## TASK DIRECTIONS
Copy the data precisely, character for character, and leave out every picture.

***** ENTRIES SHOWN

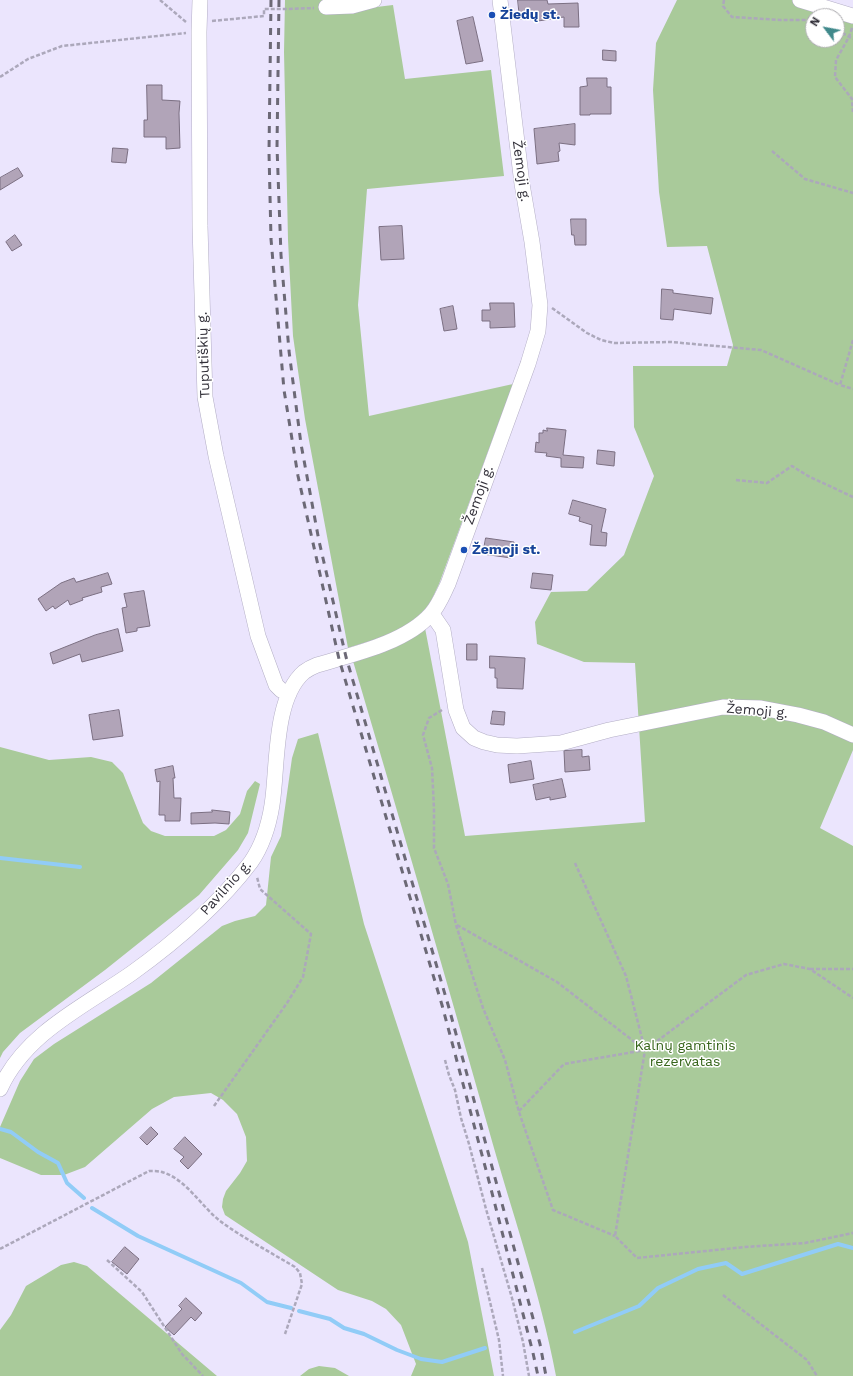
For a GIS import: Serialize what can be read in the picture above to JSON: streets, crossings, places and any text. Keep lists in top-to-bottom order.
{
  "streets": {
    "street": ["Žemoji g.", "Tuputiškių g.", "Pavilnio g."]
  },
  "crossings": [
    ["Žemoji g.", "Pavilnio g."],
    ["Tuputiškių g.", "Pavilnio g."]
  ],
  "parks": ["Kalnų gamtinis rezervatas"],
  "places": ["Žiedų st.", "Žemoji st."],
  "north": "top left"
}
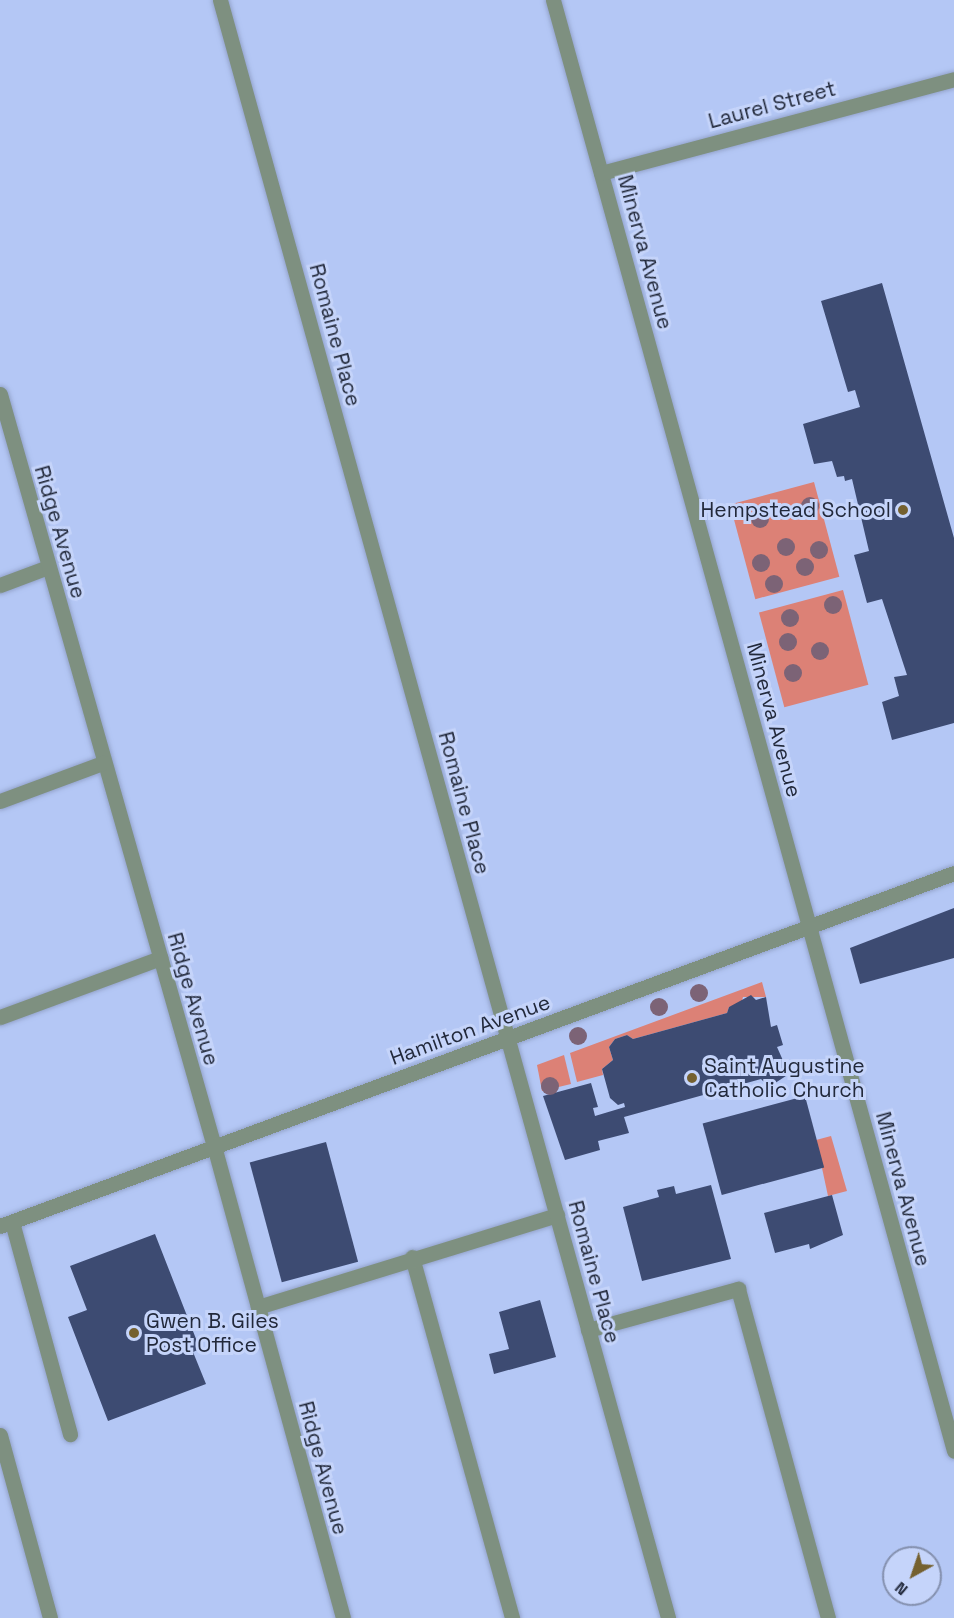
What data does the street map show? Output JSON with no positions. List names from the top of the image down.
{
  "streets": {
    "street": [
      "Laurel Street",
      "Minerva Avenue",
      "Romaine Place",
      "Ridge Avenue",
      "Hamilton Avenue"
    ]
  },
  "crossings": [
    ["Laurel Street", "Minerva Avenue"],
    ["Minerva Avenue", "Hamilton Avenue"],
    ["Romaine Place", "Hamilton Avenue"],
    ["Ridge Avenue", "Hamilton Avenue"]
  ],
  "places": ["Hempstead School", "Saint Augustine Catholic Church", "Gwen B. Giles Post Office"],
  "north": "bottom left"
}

**********

## COMPLETED TASK
For a GIS import: Serialize what can be read in the picture above to JSON: streets, crossings, places and any text. Keep lists in top-to-bottom order.
{
  "streets": {
    "street": ["Žemoji g.", "Tuputiškių g.", "Pavilnio g."]
  },
  "crossings": [
    ["Žemoji g.", "Pavilnio g."],
    ["Tuputiškių g.", "Pavilnio g."]
  ],
  "parks": ["Kalnų gamtinis rezervatas"],
  "places": ["Žiedų st.", "Žemoji st."],
  "north": "top left"
}
What data does the street map show? Output JSON with no positions. List names from the top of the image down.
{
  "streets": {
    "street": [
      "Laurel Street",
      "Minerva Avenue",
      "Romaine Place",
      "Ridge Avenue",
      "Hamilton Avenue"
    ]
  },
  "crossings": [
    ["Laurel Street", "Minerva Avenue"],
    ["Minerva Avenue", "Hamilton Avenue"],
    ["Romaine Place", "Hamilton Avenue"],
    ["Ridge Avenue", "Hamilton Avenue"]
  ],
  "places": ["Hempstead School", "Saint Augustine Catholic Church", "Gwen B. Giles Post Office"],
  "north": "bottom left"
}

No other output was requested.